Marketing Opinion South Africa

How to build a 'learning culture' in your organisation

Leading organisations centre everything they do on consumer insight. Most marketers understand the importance of real, deep, intuitive insight into their markets - it helps them create messaging that resonates and produce products and services that meet functional, emotional and social needs.

Understanding your market is the foundation of brand relevance. But a sustained competitive advantage in any consumer-facing industry requires that those outside of marketing understand the consumer too.

Insight needs to be embedded across the organisation in order to stay on the pulse of consumer sentiment and remain relevant. It's not possible to be a leading organisation without first becoming a learning organisation.

The whole business needs to listen, learn and connect with their consumers to remain relevant. Keeping consumer insight trapped in a marketing department misses half the point of learning from consumers in the first place. IT needs to understand the consumer. NPD needs to understand them. The sales team needs to understand them.

So how do you do it? How do you ensure that you're building a learning organisation?

1. Ask why

So much consumer research is presented as tables, stats and data. Those figures are incredibly useful to plot trends and quantify behaviour, but the real trick of consumer insight is to figure out why consumers are doing something.

What is the motivation for their shopping behaviour? Keep asking "why" until you understand their emotional needs and drivers.

2. Empower your employees

Many of your employees will have an intuitive grasp of your customer segments, and many may come from the target market. Employees that interface with your consumers - such as social media managers, front of house staff or call centre agents - may have valuable nuggets of insight or great ideas of new ways to meet emerging customer needs.

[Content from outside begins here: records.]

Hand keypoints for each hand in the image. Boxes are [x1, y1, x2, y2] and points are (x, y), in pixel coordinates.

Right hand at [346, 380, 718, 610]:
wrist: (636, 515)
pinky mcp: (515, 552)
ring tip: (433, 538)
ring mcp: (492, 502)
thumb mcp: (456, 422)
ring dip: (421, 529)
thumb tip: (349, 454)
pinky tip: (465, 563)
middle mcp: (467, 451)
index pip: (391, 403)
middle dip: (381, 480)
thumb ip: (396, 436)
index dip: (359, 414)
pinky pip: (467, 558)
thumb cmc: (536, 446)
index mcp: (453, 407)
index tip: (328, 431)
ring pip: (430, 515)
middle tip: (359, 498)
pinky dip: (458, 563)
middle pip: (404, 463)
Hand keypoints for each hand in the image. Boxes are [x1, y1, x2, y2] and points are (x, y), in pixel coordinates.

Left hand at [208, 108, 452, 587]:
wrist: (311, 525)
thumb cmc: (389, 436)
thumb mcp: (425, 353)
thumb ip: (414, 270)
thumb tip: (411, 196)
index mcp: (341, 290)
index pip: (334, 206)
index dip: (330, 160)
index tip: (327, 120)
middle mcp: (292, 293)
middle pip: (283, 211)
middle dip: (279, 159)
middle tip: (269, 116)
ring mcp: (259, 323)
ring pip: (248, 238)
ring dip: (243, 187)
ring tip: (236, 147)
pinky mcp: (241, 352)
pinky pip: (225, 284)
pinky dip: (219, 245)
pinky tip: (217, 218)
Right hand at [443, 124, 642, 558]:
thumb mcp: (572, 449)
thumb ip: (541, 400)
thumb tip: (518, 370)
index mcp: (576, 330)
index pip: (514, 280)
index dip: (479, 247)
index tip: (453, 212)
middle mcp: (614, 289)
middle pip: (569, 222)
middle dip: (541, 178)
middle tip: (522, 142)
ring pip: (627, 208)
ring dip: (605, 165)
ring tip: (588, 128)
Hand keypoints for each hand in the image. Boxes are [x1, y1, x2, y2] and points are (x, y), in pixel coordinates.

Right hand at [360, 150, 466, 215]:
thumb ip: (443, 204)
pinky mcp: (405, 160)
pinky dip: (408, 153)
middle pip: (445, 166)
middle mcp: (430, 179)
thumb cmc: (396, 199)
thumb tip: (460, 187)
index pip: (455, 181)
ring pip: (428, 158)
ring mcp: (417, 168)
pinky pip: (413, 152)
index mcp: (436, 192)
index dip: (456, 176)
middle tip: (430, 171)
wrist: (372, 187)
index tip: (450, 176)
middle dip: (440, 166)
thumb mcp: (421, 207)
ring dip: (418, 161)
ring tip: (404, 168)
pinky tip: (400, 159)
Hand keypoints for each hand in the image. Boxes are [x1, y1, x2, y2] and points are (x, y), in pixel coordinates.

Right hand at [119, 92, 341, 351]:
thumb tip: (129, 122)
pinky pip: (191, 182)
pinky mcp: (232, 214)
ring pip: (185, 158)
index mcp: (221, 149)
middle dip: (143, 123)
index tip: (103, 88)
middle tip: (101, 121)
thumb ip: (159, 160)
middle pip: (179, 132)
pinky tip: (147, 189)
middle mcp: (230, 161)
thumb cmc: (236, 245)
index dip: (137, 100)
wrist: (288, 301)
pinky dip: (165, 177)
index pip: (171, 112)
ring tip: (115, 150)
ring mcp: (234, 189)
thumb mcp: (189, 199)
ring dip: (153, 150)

It's important to make your employees feel safe enough to share with others in the organisation. Build a culture that encourages sharing and flatten your hierarchies.

3. Experiment

Keep trying out new and different research methods to enrich your customer insight - like neuroscience or ethnographic studies. Test new product or communication ideas with different groups. Run beta-testing. Incentivise innovation and be open to failure - it's a necessary part of the learning curve to successful innovation. Keep leaping and learning from mistakes; it's important not to just stick with the safe option that has always been done.

4. Cross-fertilise ideas

Coordinate regular cross-functional team brainstorms. Different teams will undoubtedly have different experiences and insights about your target customers, and these points of view may trigger new ideas for relevant marketing.

5. Make it engaging

No matter how interesting you find the customer insight, it probably needs to be made more user-friendly in order to spread quickly through an organisation. People don't like reading long, copy-heavy documents or sitting in on dull, lifeless presentations.

Find engaging ways to share customer insight across the organisation - think infographics and soundbites, customer vox pop videos, and workshops with people from the target segment interacting with your teams.

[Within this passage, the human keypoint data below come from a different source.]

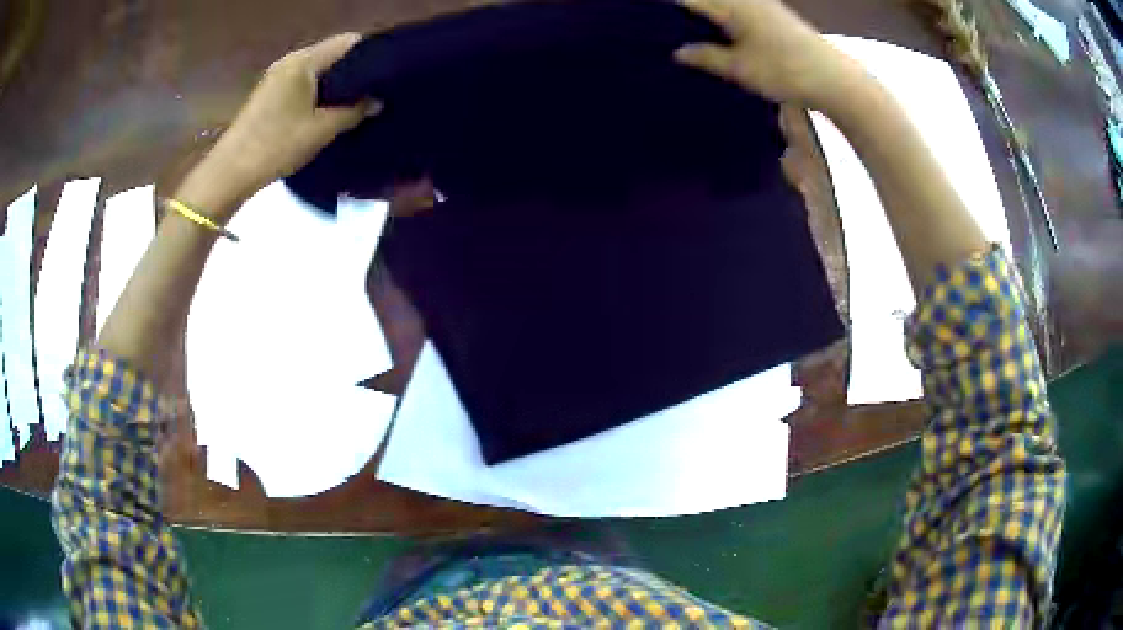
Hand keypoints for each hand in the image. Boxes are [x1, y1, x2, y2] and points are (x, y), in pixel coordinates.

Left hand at [185, 33, 377, 214]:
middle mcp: (290, 61)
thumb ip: (354, 111)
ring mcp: (277, 77)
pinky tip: (329, 111)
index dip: (371, 54)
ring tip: (357, 103)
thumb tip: (377, 101)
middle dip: (354, 71)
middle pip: (332, 55)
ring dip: (336, 85)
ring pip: (318, 71)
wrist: (230, 172)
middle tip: (377, 91)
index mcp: (304, 61)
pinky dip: (319, 93)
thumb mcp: (321, 130)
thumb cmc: (276, 145)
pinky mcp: (269, 94)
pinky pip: (303, 83)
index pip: (347, 43)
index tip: (388, 73)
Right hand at [674, 0, 861, 107]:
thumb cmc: (785, 71)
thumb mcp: (740, 68)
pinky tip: (715, 31)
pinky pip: (739, 9)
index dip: (668, 5)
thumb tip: (678, 52)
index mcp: (733, 5)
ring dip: (705, 12)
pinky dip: (723, 16)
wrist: (835, 79)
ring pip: (724, 3)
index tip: (646, 14)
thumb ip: (706, 57)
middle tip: (662, 25)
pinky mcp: (775, 15)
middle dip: (686, 8)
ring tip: (685, 28)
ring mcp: (763, 5)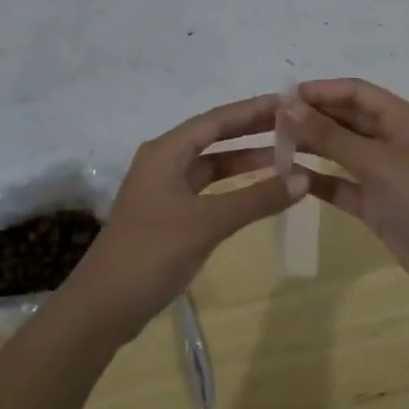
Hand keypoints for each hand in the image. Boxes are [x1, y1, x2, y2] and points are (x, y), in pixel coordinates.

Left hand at [60, 94, 306, 339]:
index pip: (216, 120)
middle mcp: (163, 162)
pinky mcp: (167, 214)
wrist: (104, 306)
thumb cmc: (153, 253)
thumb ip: (256, 199)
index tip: (288, 103)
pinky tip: (258, 192)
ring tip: (286, 157)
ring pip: (211, 165)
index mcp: (166, 152)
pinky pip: (206, 189)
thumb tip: (303, 178)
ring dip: (244, 161)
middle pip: (213, 137)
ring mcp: (164, 189)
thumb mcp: (208, 223)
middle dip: (251, 131)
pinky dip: (232, 187)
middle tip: (293, 126)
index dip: (252, 110)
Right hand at [280, 78, 408, 318]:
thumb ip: (330, 136)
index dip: (321, 90)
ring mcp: (384, 173)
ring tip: (273, 145)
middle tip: (270, 122)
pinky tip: (290, 178)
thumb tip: (287, 105)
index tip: (282, 96)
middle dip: (312, 117)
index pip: (356, 91)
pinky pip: (342, 184)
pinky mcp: (376, 203)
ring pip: (341, 151)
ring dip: (312, 147)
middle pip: (347, 118)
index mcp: (402, 120)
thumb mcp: (377, 163)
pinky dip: (320, 180)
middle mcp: (392, 140)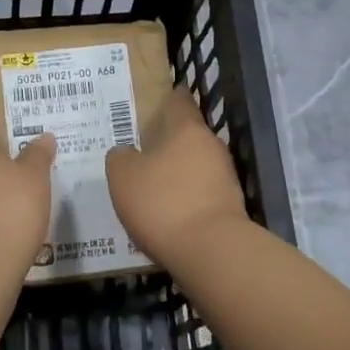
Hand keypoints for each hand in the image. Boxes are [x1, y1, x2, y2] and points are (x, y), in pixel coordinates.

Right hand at [106, 87, 248, 264]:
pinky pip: (200, 193)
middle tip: (142, 148)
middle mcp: (211, 147)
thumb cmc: (162, 202)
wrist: (210, 251)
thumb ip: (120, 157)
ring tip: (151, 184)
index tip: (159, 98)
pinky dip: (184, 198)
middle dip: (168, 141)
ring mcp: (225, 178)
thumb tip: (125, 153)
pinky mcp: (229, 207)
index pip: (179, 102)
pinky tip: (167, 213)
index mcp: (187, 130)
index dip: (168, 98)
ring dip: (176, 172)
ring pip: (195, 166)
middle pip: (188, 136)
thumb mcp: (123, 176)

Make the sessions conversational and ask for ideas - it helps make them memorable. And consider placing reminders all over your business - from posters for each segment in the lifts to screen savers and quiz nights.

Turn insight into an asset

Great marketing is built on solid customer insight, but this insight does not need to be complex or scary. Some of the best campaigns and products come from simple human truths. To ensure your organisation is in touch with your customers' human truths, build a culture that listens to your customers and learns from their feedback - whether this is directed at you or about you (for example, on social media).

Turning insight into an asset that drives business success requires you to use it across your business. Use insight to build platforms to connect with your customers.

Marketing has an important role to play in building these platforms. It should plan for and execute the ideal customer experience at every touch point, and this is made so much easier if everyone in your business understands what you are trying to do.

Put in place the systems and people to ensure that customer insight, based on constant learning and sharing is embedded across your organisation - and you will be well equipped to deliver brand experiences, products and services that resonate with your target market, satisfy their physical and emotional needs and generate goodwill.

What your customers will feel is a brand that 'gets me'. The work that goes on in the background of that experience is building a responsive, learning organisation.